• _PROBLEM STATEMENT_:
From the entries, copy each line that includes "Major".

• _EXTRACTED MATERIAL_:
+--

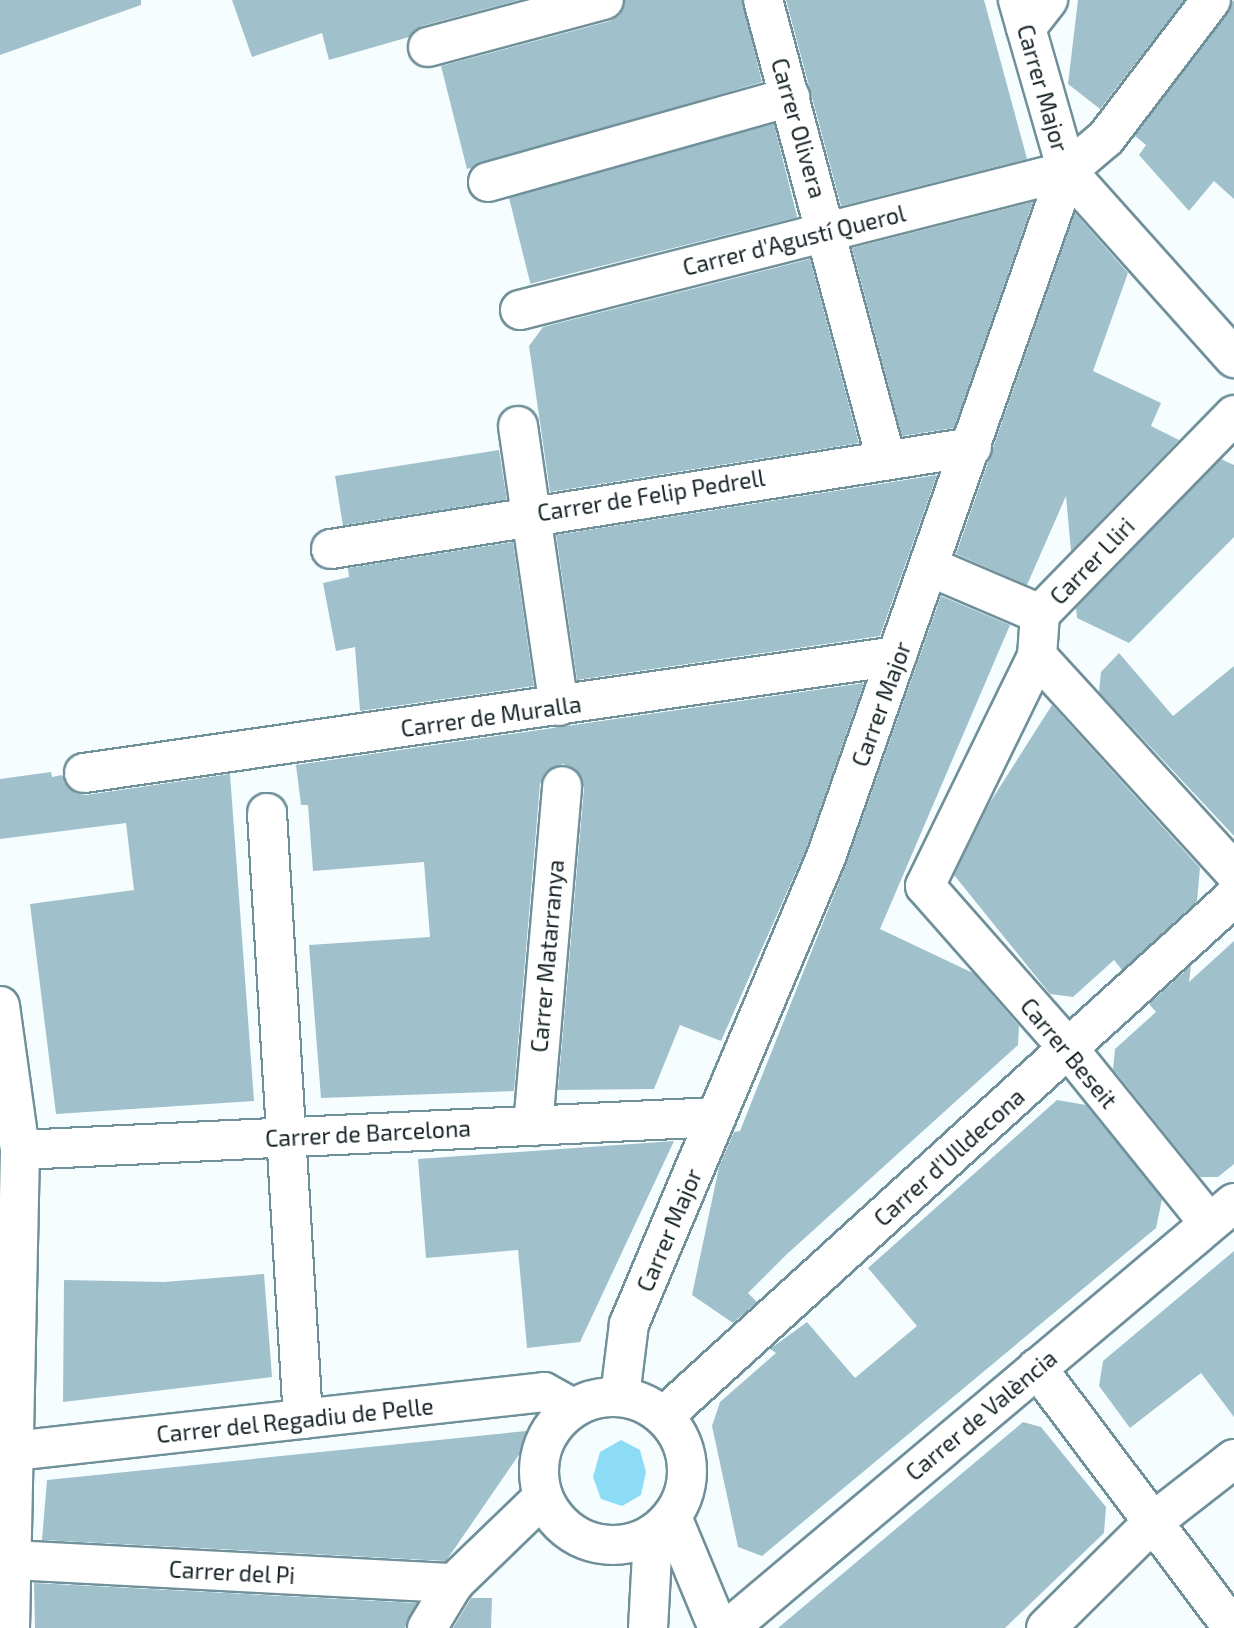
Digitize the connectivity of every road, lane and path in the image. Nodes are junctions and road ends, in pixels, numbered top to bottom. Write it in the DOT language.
graph roads {
  1 [pos="604,0"];
  2 [pos="763,0"];
  3 [pos="1211,0"];
  4 [pos="1031,9"];
  5 [pos="428,47"];
  6 [pos="790,97"];
  7 [pos="1067,171"];
  8 [pos="488,182"];
  9 [pos="828,232"];
  10 [pos="520,310"];
  11 [pos="1234,358"];
  12 [pos="1234,415"];
  13 [pos="518,426"];
  14 [pos="972,447"];
  15 [pos="886,460"];
  16 [pos="533,513"];
  17 [pos="331,549"];
  18 [pos="930,567"];
  19 [pos="1040,614"];
  20 [pos="898,656"];
  21 [pos="1037,656"];
  22 [pos="559,706"];
  23 [pos="84,773"];
  24 [pos="562,786"];
  25 [pos="267,813"];
  26 [pos="1234,872"];
  27 [pos="925,886"];
  28 [pos="1234,897"];
  29 [pos="0,1006"];
  30 [pos="1068,1048"];
  31 [pos="716,1117"];
  32 [pos="533,1126"];
  33 [pos="285,1136"];
  34 [pos="20,1150"];
  35 [pos="1222,1213"];
  36 [pos="1037,1368"];
  37 [pos="620,1396"];
  38 [pos="573,1408"];
  39 [pos="664,1416"];
  40 [pos="303,1419"];
  41 [pos="14,1451"];
  42 [pos="1234,1459"];
  43 [pos="543,1497"];
  44 [pos="1154,1521"];
  45 [pos="663,1526"];
  46 [pos="11,1560"];
  47 [pos="454,1583"];
  48 [pos="10,1628"];
  49 [pos="427,1628"];
  50 [pos="648,1628"];
  51 [pos="718,1628"];
  52 [pos="729,1628"];
  53 [pos="1046,1628"];
  54 [pos="1233,1628"];
  1 -- 5 [label="street"];
  2 -- 6 [label="street, Carrer Olivera"];
  3 -- 7 [label="street"];
  4 -- 7 [label="street, Carrer Major"];
  6 -- 8 [label="street"];
  6 -- 9 [label="street, Carrer Olivera"];
  7 -- 9 [label="street, Carrer d'Agustí Querol"];
  7 -- 11 [label="street"];
  7 -- 14 [label="street, Carrer Major"];
  9 -- 10 [label="street, Carrer d'Agustí Querol"];
  9 -- 15 [label="street, Carrer Olivera"];
  12 -- 19 [label="street, Carrer Lliri"];
  13 -- 16 [label="street"];
  14 -- 15 [label="street, Carrer de Felip Pedrell"];
  14 -- 18 [label="street, Carrer Major"];
  15 -- 16 [label="street, Carrer de Felip Pedrell"];
  16 -- 17 [label="street, Carrer de Felip Pedrell"];
  16 -- 22 [label="street"];
  18 -- 19 [label="street"];
  18 -- 20 [label="street, Carrer Major"];
  19 -- 21 [label="street, Carrer Lliri"];
  20 -- 22 [label="street, Carrer de Muralla"];
  20 -- 31 [label="street, Carrer Major"];
  21 -- 26 [label="street"];
  21 -- 27 [label="street, Carrer Lliri"];
  22 -- 23 [label="street, Carrer de Muralla"];
  24 -- 32 [label="street, Carrer Matarranya"];
  25 -- 33 [label="street"];
  27 -- 30 [label="street, Carrer Beseit"];
  28 -- 30 [label="street, Carrer d'Ulldecona"];
  29 -- 34 [label="street"];
  30 -- 35 [label="street, Carrer Beseit"];
  30 -- 39 [label="street, Carrer d'Ulldecona"];
  31 -- 32 [label="street, Carrer de Barcelona"];
  31 -- 37 [label="street, Carrer Major"];
  32 -- 33 [label="street, Carrer de Barcelona"];
  33 -- 34 [label="street, Carrer de Barcelona"];
  33 -- 40 [label="street"];
  34 -- 41 [label="street"];
  35 -- 36 [label="street, Carrer de València"];
  36 -- 44 [label="street"];
  36 -- 52 [label="street, Carrer de València"];
  37 -- 38 [label="street"];
  37 -- 39 [label="street"];
  38 -- 40 [label="street, Carrer del Regadiu de Pelle"];
  38 -- 43 [label="street"];
  39 -- 45 [label="street"];
  40 -- 41 [label="street, Carrer del Regadiu de Pelle"];
  41 -- 46 [label="street"];
  42 -- 44 [label="street"];
  43 -- 45 [label="street"];
  43 -- 47 [label="street"];
  44 -- 53 [label="street"];
  44 -- 54 [label="street"];
  45 -- 50 [label="street"];
  45 -- 51 [label="street"];
  46 -- 47 [label="street, Carrer del Pi"];
  46 -- 48 [label="street"];
  47 -- 49 [label="street"];
}
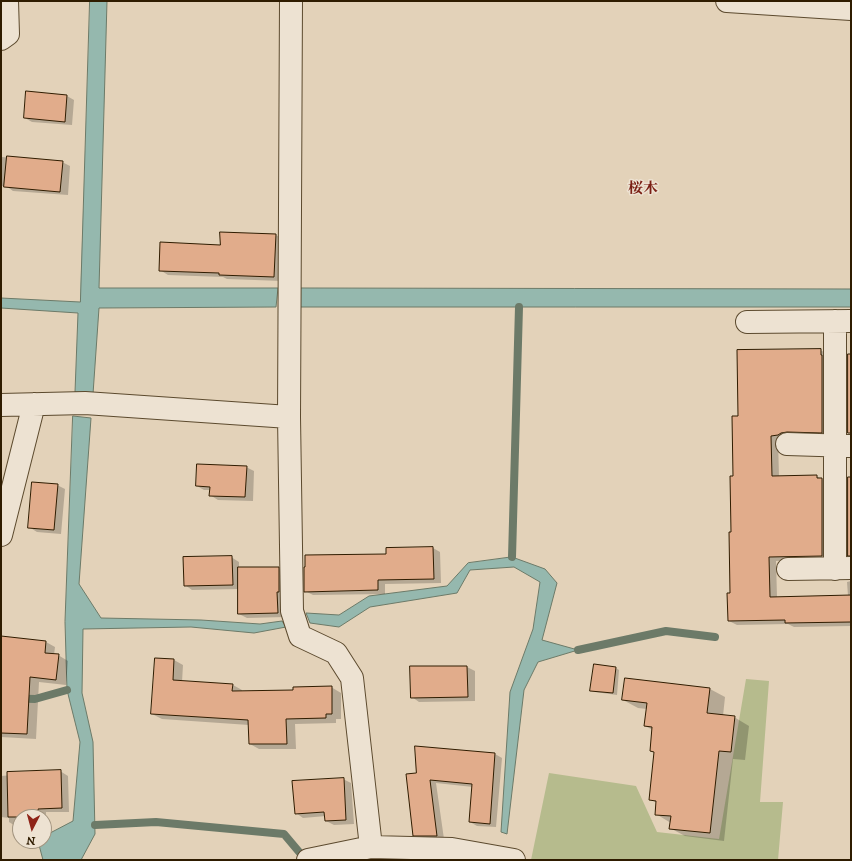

+--

• _EXERCISE SOLUTION_:
  4 -- 7 [label="street, Carrer Major"];
  7 -- 14 [label="street, Carrer Major"];
  14 -- 18 [label="street, Carrer Major"];
  18 -- 20 [label="street, Carrer Major"];
  20 -- 31 [label="street, Carrer Major"];
  31 -- 37 [label="street, Carrer Major"];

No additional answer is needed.